Department of Chemistry and Biochemistry, University of Maryland, College Park, MD 20742, USA.
J Biomol NMR. 2011 May;50(1):19-33. doi: 10.1007/s10858-011-9474-8. Epub 2011 Feb 9.
We performed density functional calculations of backbone (15)N shielding tensors in the regions of beta-sheet and turns of protein G. The calculations were carried out for all twenty-four beta-sheet residues and eight beta-turn residues in the protein GB3 and the results were compared with the available experimental data from solid-state and solution NMR measurements. Together with the alpha-helix data, our calculations cover 39 out of the 55 residues (or 71%) in GB3. The applicability of several computational models developed previously (Cai et al. in J Biomol NMR 45:245-253, 2009) to compute (15)N shielding tensors of alpha-helical residues is assessed. We show that the proposed quantum chemical computational model is capable of predicting isotropic (15)N chemical shifts for an entire protein that are in good correlation with experimental data. However, the individual components of the predicted (15)N shielding tensor agree with experiment less well: the computed values show much larger spread than the experimental data, and there is a profound difference in the behavior of the tensor components for alpha-helix/turns and beta-sheet residues. We discuss possible reasons for this.
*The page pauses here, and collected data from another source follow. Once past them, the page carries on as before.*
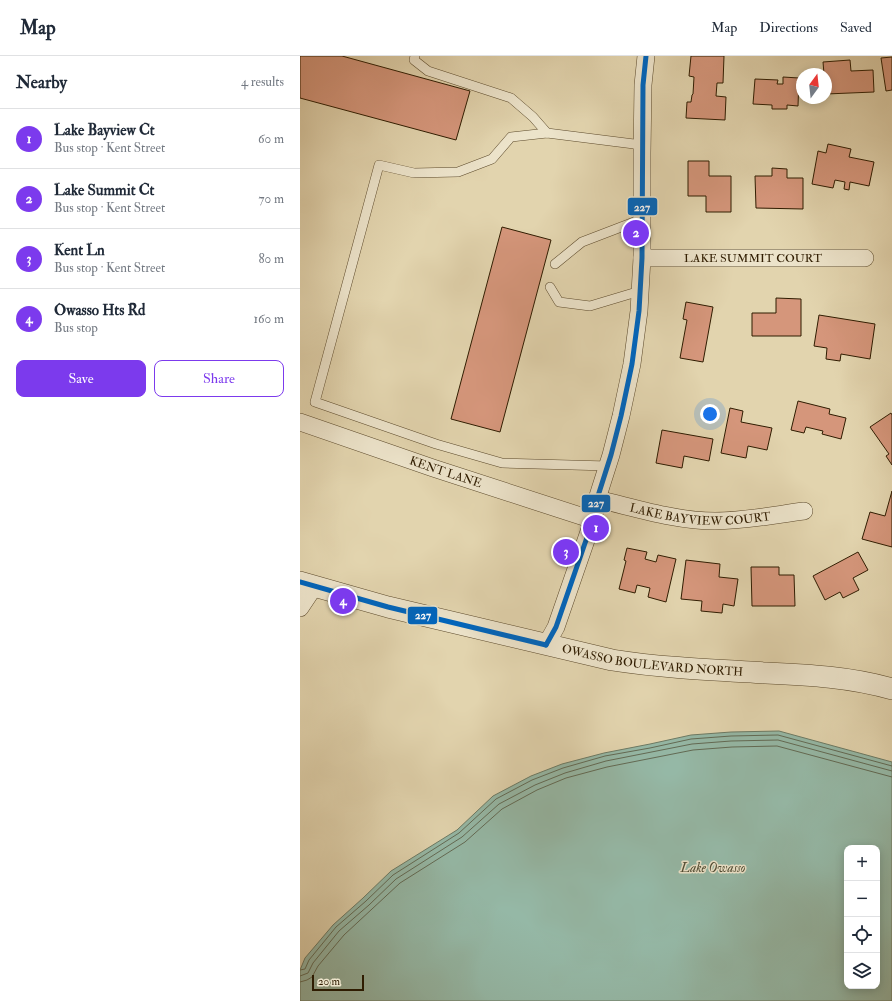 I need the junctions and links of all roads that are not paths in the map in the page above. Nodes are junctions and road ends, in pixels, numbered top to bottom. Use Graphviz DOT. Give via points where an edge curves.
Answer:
graph roads {
  1 [pos="415,56"];
  2 [pos="646,56"];
  3 [pos="547,133"];
  4 [pos="642,145"];
  5 [pos="642,219"];
  6 [pos="642,258"];
  7 [pos="865,258"];
  8 [pos="555,264"];
  9 [pos="550,288"];
  10 [pos="640,290"];
  11 [pos="300,422"];
  12 [pos="608,466"];
  13 [pos="597,499"];
  14 [pos="804,511"];
  15 [pos="592,520"];
  16 [pos="307,584"];
  17 [pos="300,608"];
  18 [pos="546,645"];
  19 [pos="892,689"];
  1 -- 3 [label="lane" via="414,60 428,71 511,98"];
  2 -- 4 [label="street"];
  3 -- 4 [label="lane"];
  3 -- 12 [label="lane" via="511,137 492,159 458,172 414,173 379,165 315,402 436,444 502,463"];
  4 -- 5 [label="street"];
  5 -- 6 [label="street"];
  5 -- 8 [label="lane" via="582,242"];
  6 -- 7 [label="street, LAKE SUMMIT COURT"];
  6 -- 10 [label="street"];
  9 -- 10 [label="lane" via="559,302 590,306"];
  10 -- 12 [label="street" via="632,364"];
  11 -- 15 [label="street, KENT LANE"];
  12 -- 13 [label="street"];
  13 -- 14 [label="street, LAKE BAYVIEW COURT" via="686,519 715,521"];
  13 -- 15 [label="street"];
  15 -- 18 [label="street" via="556,626"];
  16 -- 17 [label="street"];
  16 -- 18 [label="street, OWASSO BOULEVARD NORTH" via="388,607"];
  18 -- 19 [label="street, OWASSO BOULEVARD NORTH" via="643,665 814,676 869,683"];
} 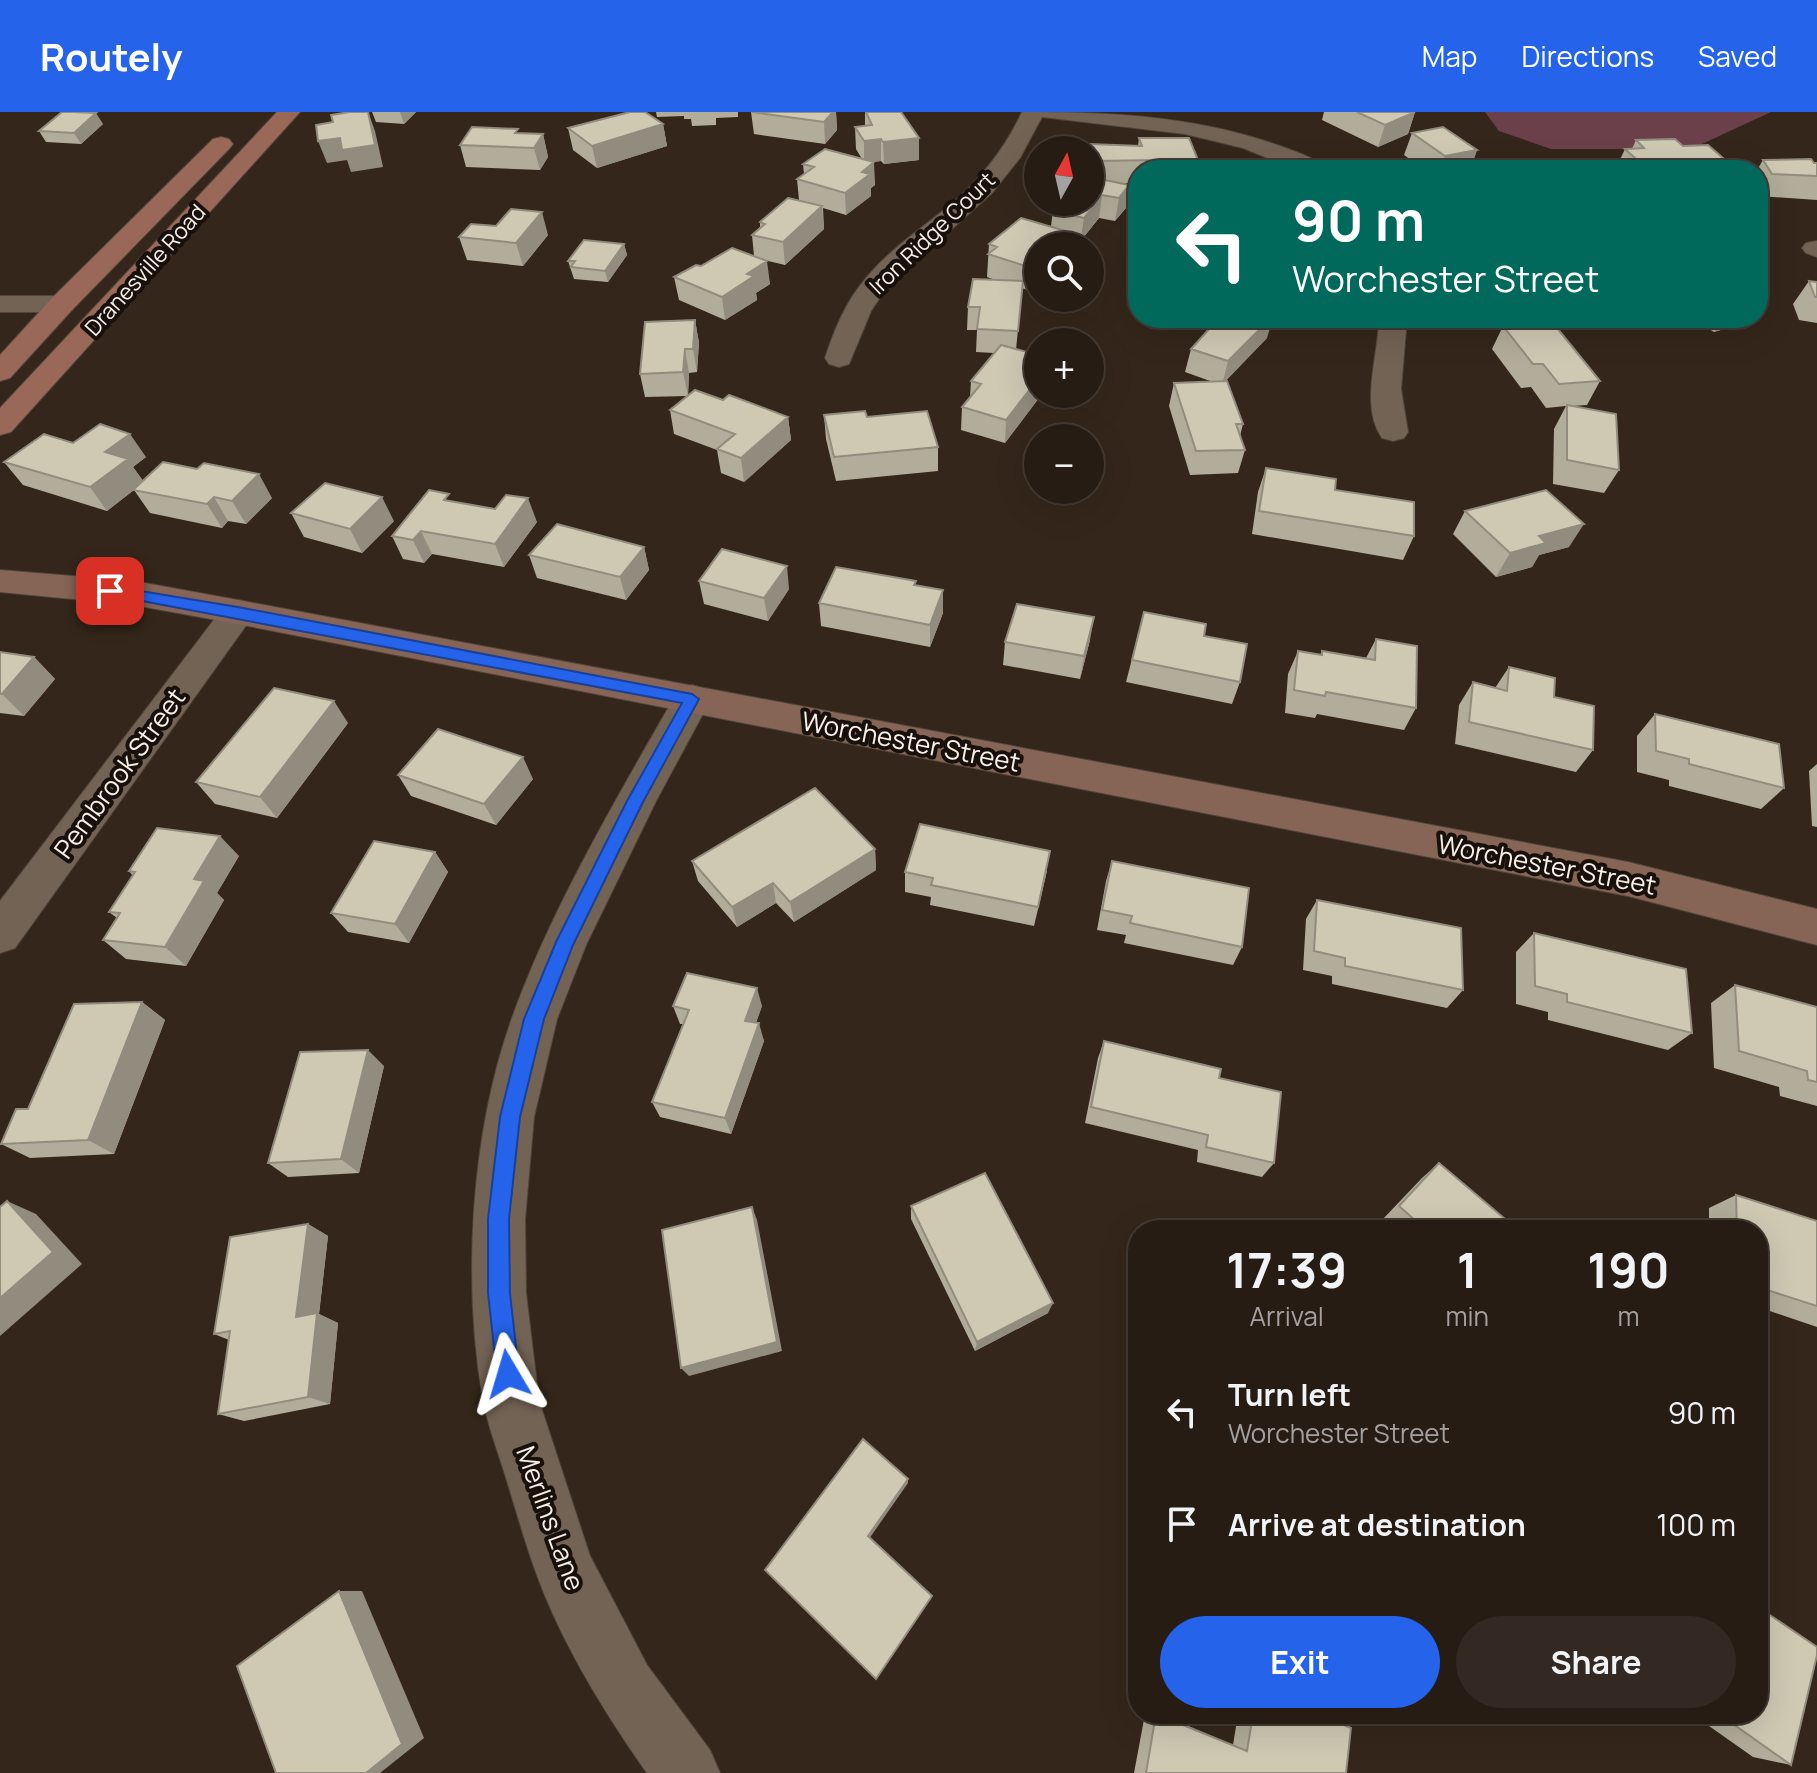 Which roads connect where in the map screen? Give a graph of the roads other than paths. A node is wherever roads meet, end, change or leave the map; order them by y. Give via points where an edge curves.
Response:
1 (289, 112) edge
2 (1033, 112) edge
3 (1049, 112) edge
4 (240, 125) dead end
5 (1294, 160) edge
6 (0, 304) edge
7 (62, 304) junction
8 (1393, 328) edge
9 (839, 358) dead end
10 (0, 372) edge
11 (0, 426) edge
12 (1393, 432) dead end
13 (0, 581) edge
14 (238, 612) junction
15 (692, 699) junction
16 (1817, 927) edge
17 (0, 935) edge
18 (687, 1773) edge

1 - 11 main road, Dranesville Road
2 - 9 street, Iron Ridge Court via 1003,165 974,197 900,258 866,295
3 - 5 street via 1227,135
4 - 7 main road, Dranesville Road
6 - 7 street
7 - 10 main road, Dranesville Road
8 - 12 street via 1384,389
13 - 14 street, Worchester Street via 134,593
14 - 15 street, Worchester Street
14 - 17 street, Pembrook Street
15 - 16 street, Worchester Street via 1628,879
15 - 18 street, Merlins Lane via 570,932 534,1019 510,1117 499,1219 499,1293 511,1401 564,1568 625,1687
我们对蛋白 G 中β-折叠和转角区域的骨架(15)N 屏蔽张量进行了密度泛函计算。我们对蛋白 GB3 中的所有 24 个β-折叠残基和 8 个β-转角残基进行了计算,并将结果与来自固态和溶液 NMR 测量的可用实验数据进行了比较。与α-螺旋数据一起,我们的计算涵盖了 GB3 中 55 个残基中的 39 个(或 71%)。评估了先前开发的几种计算模型(Cai 等人,在 J Biomol NMR 45:245-253, 2009)在计算α-螺旋残基(15)N 屏蔽张量中的适用性。我们表明,所提出的量子化学计算模型能够预测与实验数据具有良好相关性的整个蛋白质的各向同性(15)N 化学位移。然而,预测(15)N 屏蔽张量的各个分量与实验数据的一致性较差:计算值的离散程度比实验数据大得多,并且对于α-螺旋/转角和β-折叠残基,张量分量的行为存在显著差异。我们讨论了这种差异的可能原因。